Look at the admission of ineffectiveness Trotter made back in 1994 when he wrote to a colleague:
Mr. Trotter said he was anxious and lost. “I have been stressed out over this case and don’t have anyone with whom to discuss the case, including the two other attorneys,” Mr. Trotter wrote.
Clearly, the appointed defense lawyer was in over his head in the task of saving Wood from execution. He had one year of practice. He had no experience. He had two lawyers with him whom he couldn’t talk. He had Wood’s life in his hands. And he was being paid up to a maximum of $1,000 for the sentencing. It’s a recipe for disaster. It’s a recipe for the state’s killing people who shouldn’t be killed. But it’s not unusual. And it’s not just an Alabama problem. Not by a long shot.
Fortunately, the story doesn’t end in the Eleventh Circuit. The Times informs us that the Supreme Court has now granted certiorari:
Last month, the United States Supreme Court agreed to hear Mr. Wood’s case. It will give the court a glimpse of Alabama’s capital justice system, which is among the most troubled in the nation. The state lacks a public defender’s office, elects judges for whom death sentences are a campaign promise, pays appointed lawyers a pittance and sometimes leaves death row inmates to navigate the intricacies of post-conviction challenges with no lawyers at all.
The root problem is money, said Bryan Stevenson, the executive director of the Equal Justice Initiative of Alabama, a nonprofit law firm that represents poor people and prisoners. The lawyers appointed to represent Mr. Wood in 1994 were entitled to a maximum of $1,000 to prepare for the penalty phase of the trial.
“It ought not be a shock to anyone that you get this kind of defense with that kind of funding,” Mr. Stevenson said. “The poor quality of indigent defense is still the ugliest scar on capital punishment in America.”
Bryan Stevenson is a brave and talented and resourceful lawyer. He’s right that a root of the problem is money, but it’s not “the” root. There’s another, deeper root, one that is far more entrenched, and that is the insatiable desire of Alabama and the other states in the death belt for retribution in certain cases. An eye for an eye might leave the whole world blind, but that’s not the culture in Alabama, and it’s not something that deters revenge.
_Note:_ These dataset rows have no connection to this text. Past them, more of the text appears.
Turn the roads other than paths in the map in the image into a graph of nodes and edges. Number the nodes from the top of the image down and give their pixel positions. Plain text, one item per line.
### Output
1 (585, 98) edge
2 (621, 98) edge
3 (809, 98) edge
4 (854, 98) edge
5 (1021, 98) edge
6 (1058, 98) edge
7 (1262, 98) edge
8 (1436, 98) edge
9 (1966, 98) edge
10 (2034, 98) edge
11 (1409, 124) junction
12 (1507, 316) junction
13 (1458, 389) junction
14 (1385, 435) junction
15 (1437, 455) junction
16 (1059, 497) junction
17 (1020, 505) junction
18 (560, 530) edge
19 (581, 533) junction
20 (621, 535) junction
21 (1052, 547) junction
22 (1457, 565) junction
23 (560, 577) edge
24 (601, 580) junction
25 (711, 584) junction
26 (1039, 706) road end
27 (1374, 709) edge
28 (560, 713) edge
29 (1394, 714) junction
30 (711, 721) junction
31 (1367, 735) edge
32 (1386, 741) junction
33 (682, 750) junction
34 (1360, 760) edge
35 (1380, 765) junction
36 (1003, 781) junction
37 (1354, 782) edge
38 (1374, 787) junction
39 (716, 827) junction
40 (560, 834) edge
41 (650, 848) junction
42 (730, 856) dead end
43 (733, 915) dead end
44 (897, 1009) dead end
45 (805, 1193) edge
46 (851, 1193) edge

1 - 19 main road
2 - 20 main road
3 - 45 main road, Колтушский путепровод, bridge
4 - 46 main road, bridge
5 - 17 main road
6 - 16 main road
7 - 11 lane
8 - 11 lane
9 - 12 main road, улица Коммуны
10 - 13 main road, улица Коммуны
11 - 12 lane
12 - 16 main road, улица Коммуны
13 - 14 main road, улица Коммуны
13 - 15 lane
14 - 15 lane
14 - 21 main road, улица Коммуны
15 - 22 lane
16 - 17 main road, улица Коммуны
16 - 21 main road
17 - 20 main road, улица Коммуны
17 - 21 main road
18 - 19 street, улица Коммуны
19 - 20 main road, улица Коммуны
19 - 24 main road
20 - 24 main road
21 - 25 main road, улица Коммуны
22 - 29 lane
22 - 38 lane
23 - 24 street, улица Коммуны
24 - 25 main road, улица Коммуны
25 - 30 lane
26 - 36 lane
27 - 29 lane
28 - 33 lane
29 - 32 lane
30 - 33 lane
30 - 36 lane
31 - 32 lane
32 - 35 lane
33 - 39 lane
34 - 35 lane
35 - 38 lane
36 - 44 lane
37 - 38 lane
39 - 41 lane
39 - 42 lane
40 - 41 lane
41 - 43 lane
Especially when the accused is not white, especially when the victim is white, especially when the accused is poor, or developmentally disabled. Providing inadequate, ineffective counsel is just a part of the revenge.
There’s no question why revenge against Wood for his crime led to seeking the death penalty. Wood committed a horrendous brutal crime:
In September 1993, three weeks before Mr. Trotter was admitted to the bar, Mr. Wood broke into the home of a former girlfriend, Ruby Gosha, and killed her while she was sleeping with a shotgun blast to her head. Soon afterward, according to testimony from a cousin, Mr. Wood admitted to shooting Ms. Gosha, saying he had “blowed her brains out and all she did was wiggle.” Mr. Wood was the father of one of Ms. Gosha’s children.
You can easily understand why revenge called out for an execution. Given the culture, it made sense to prosecutors to seek the death penalty. So they did. And given the culture it made sense to appoint lawyers who were clearly not up to the task of saving Wood’s life. That’s not something that the state intends to “fix” by appointing better lawyers, by creating a statewide, capital public defender program. The inadequacy of the defense is just another part of the state killing machinery.
Sadly, we’re going keep seeing these state killing stories from the death belt as long as there is a death penalty. Yes, it’s barbarianism. Yes, it’s disgraceful. And it won’t be ended until voters across America are ready to say it’s enough, we cannot have any more state killing, we cannot afford the extremely high expense of state killing, life without parole is more than enough punishment, and it adequately protects us.